The use of self-assembled monolayers (SAMs) as a polymer-free platform to deliver an antiproliferative drug, paclitaxel (PAT), from a stent material cobalt-chromium (CoCr) alloy has been previously demonstrated. In this study, the interaction of human aortic endothelial cells (ECs) and human aortic smooth muscle cells (SMCs) with CoCr alloy surfaces coated with SAMs- (SAMs-CoCr) and PAT-deposited SAMs (PAT-SAMs-CoCr) was investigated. A polished CoCr with no coatings was used as a control. The viability, proliferation, morphology, and phenotype of ECs and SMCs were investigated on these samples. SAMs-CoCr significantly enhanced the growth of ECs. Also, the ECs were well spreading with its typical morphological features and showed stronger PECAM-1 expression on SAMs-CoCr. This showed that the SAMs-CoCr surface is conducive to endothelialization. For PAT-SAMs-CoCr, although the adhesion of ECs was lower, the cells continued to proliferate with some degree of spreading and limited PECAM-1 expression.
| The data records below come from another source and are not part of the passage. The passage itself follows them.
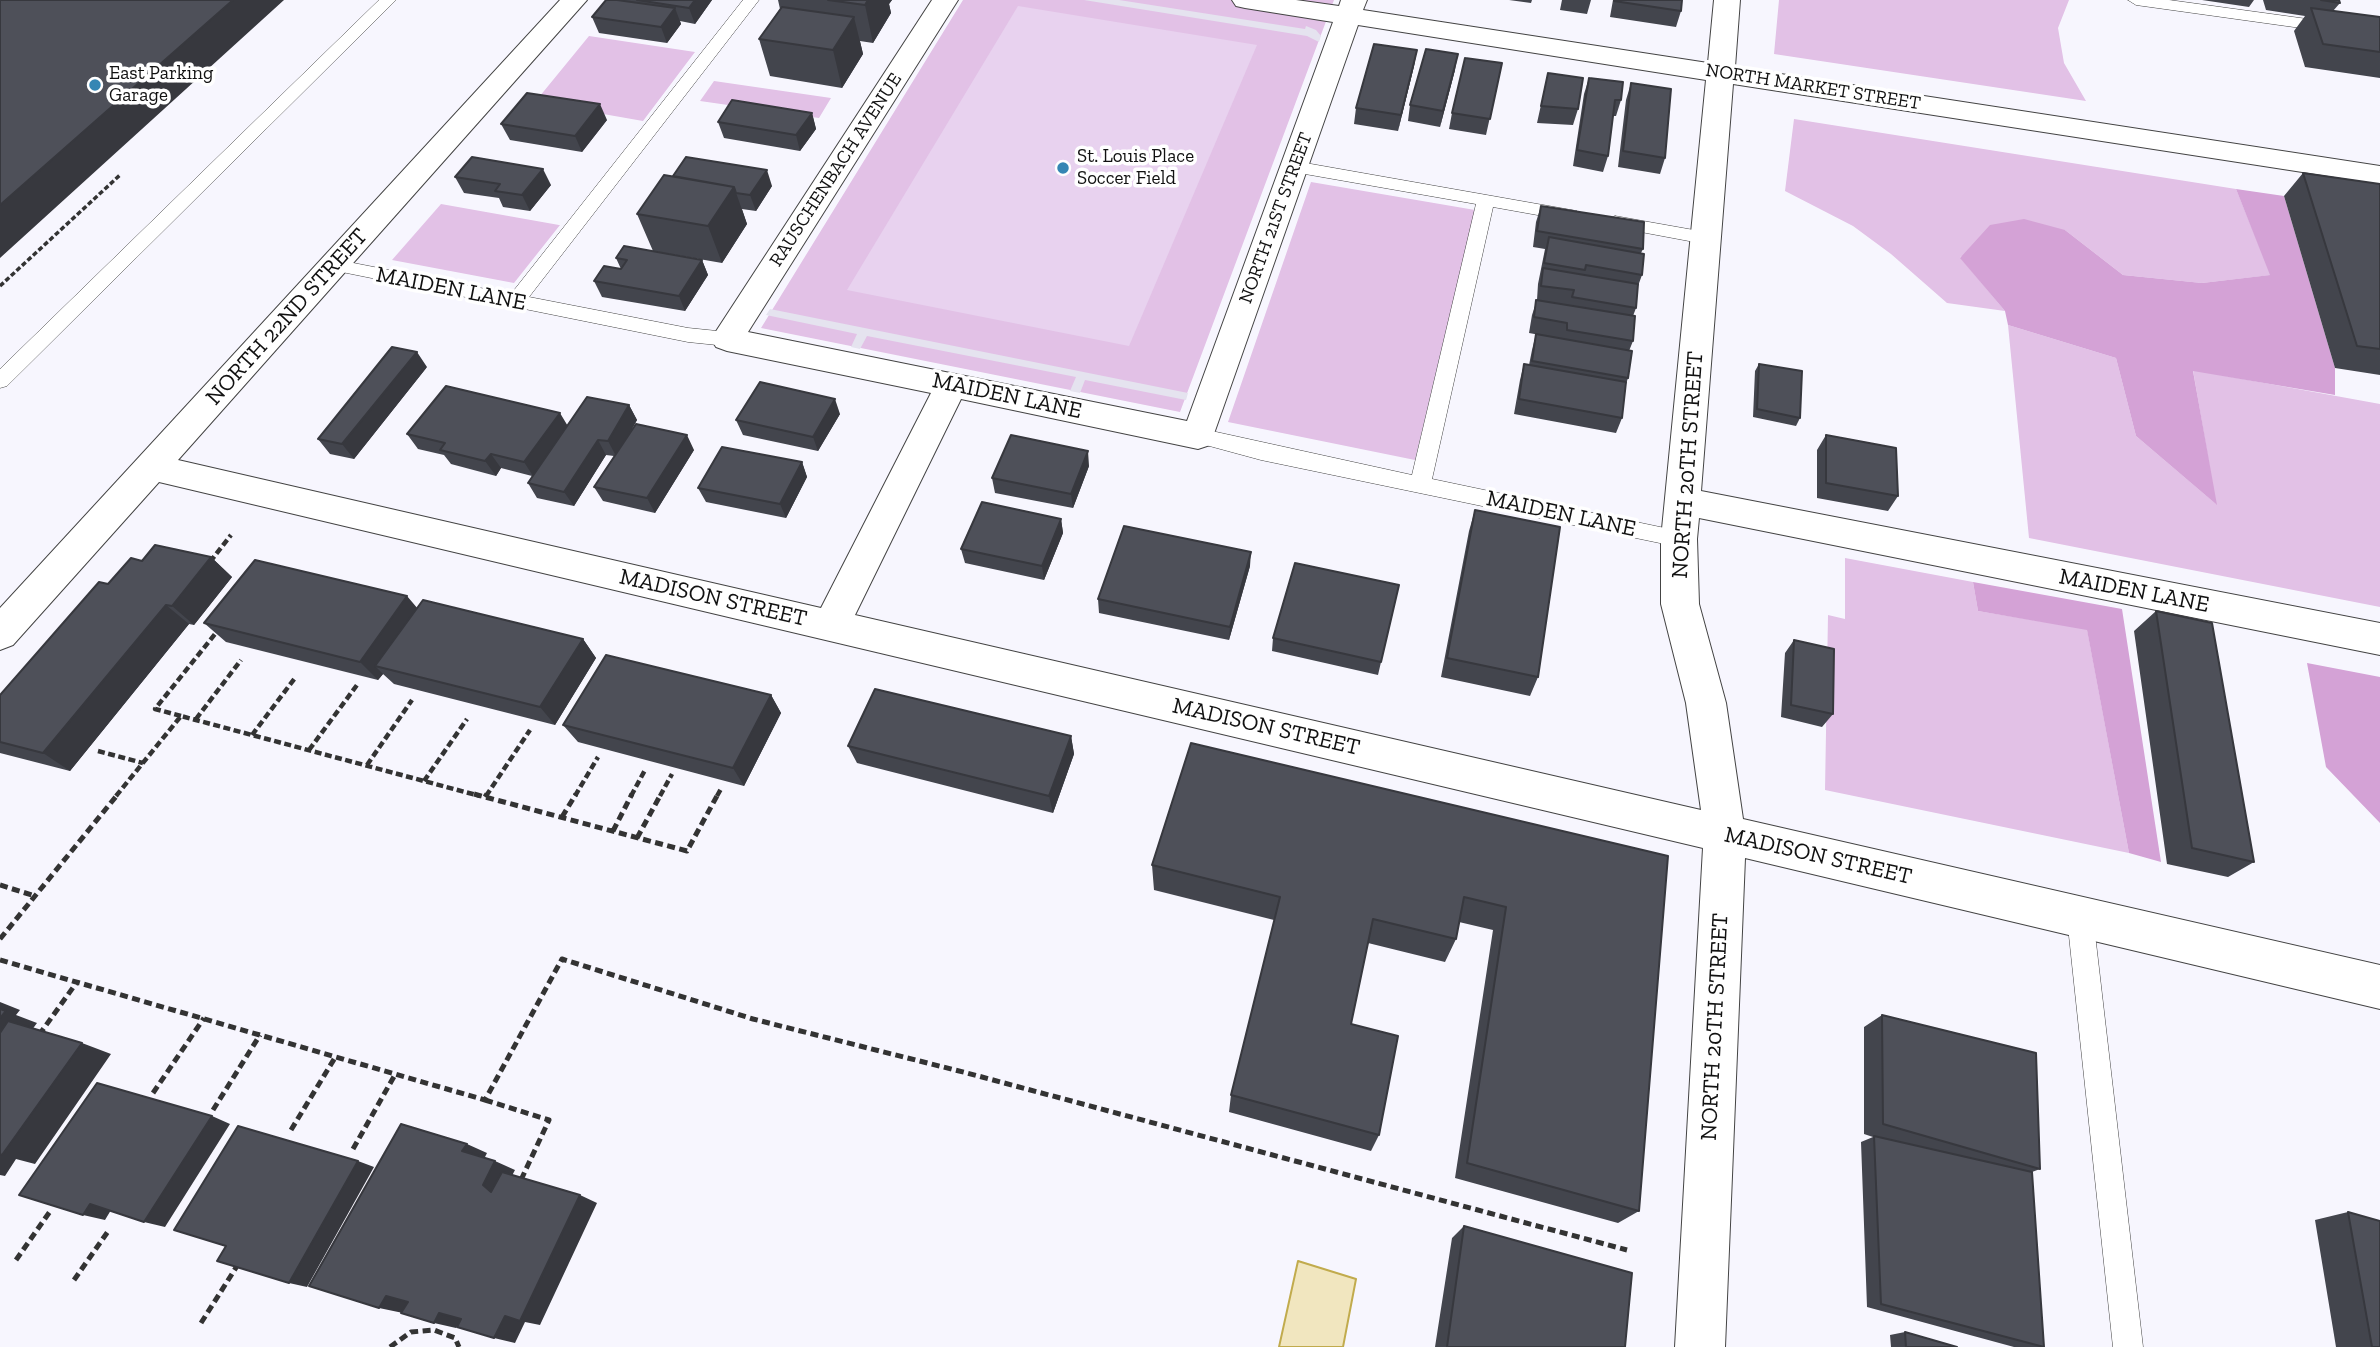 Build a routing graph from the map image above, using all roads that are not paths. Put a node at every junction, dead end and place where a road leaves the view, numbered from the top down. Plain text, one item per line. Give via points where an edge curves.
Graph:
1 (388, 0) edge
2 (574, 0) edge
3 (751, 0) edge
4 (945, 0) edge
5 (1245, 0) edge
6 (1727, 0) edge
7 (2136, 0) edge
8 (1351, 8) edge
9 (2380, 34) edge
10 (1719, 73) junction
11 (1294, 167) junction
12 (2380, 175) edge
13 (1486, 200) junction
14 (1705, 238) junction
15 (332, 265) junction
16 (515, 302) junction
17 (727, 339) junction
18 (0, 381) edge
19 (952, 385) junction
20 (1198, 436) junction
21 (151, 467) junction
22 (1420, 485) junction
23 (1683, 501) junction
24 (1679, 539) junction
25 (831, 626) junction
26 (0, 634) edge
27 (2380, 639) edge
28 (1725, 834) junction
29 (2080, 917) junction
30 (2380, 987) edge
31 (1700, 1347) edge
32 (2128, 1347) edge

1 - 18 lane
2 - 15 street, NORTH 22ND STREET
3 - 16 lane
4 - 17 street, RAUSCHENBACH AVENUE
5 - 8 street, NORTH MARKET STREET
6 - 10 street, NORTH 20TH STREET
7 - 9 lane
8 - 10 street, NORTH MARKET STREET
8 - 11 street, NORTH 21ST STREET
10 - 12 street, NORTH MARKET STREET
10 - 14 street, NORTH 20TH STREET
11 - 13 lane
11 - 20 street, NORTH 21ST STREET
13 - 14 lane
13 - 22 lane
14 - 23 street, NORTH 20TH STREET
15 - 16 lane, MAIDEN LANE
15 - 21 street, NORTH 22ND STREET
16 - 17 lane, MAIDEN LANE
17 - 19 street, MAIDEN LANE
19 - 20 street, MAIDEN LANE
19 - 25 street
20 - 22 lane, MAIDEN LANE
21 - 25 street, MADISON STREET
21 - 26 street, NORTH 22ND STREET
22 - 24 lane, MAIDEN LANE
23 - 24 street, NORTH 20TH STREET
23 - 27 street, MAIDEN LANE
24 - 28 street, NORTH 20TH STREET via 1680,604 1706,703
25 - 28 street, MADISON STREET
28 - 29 street, MADISON STREET
28 - 31 street, NORTH 20TH STREET
29 - 30 street, MADISON STREET
29 - 32 lane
For SMCs, a significant decrease in the cell proliferation was observed on SAMs-CoCr when compared with that of Control-CoCr. PAT-SAMs-CoCr showed maximum inhibitory effect on the proliferation of SMCs. Also, the SMCs on PAT-SAMs-CoCr displayed a poorly spread discoid morphology with disarranged α-actin filaments. This showed that the PAT released from the SAMs platform successfully inhibited the growth of SMCs. Thus, this study showed the interaction of ECs and SMCs with SAMs-CoCr and PAT-SAMs-CoCr for potential uses in stents and other cardiovascular medical devices.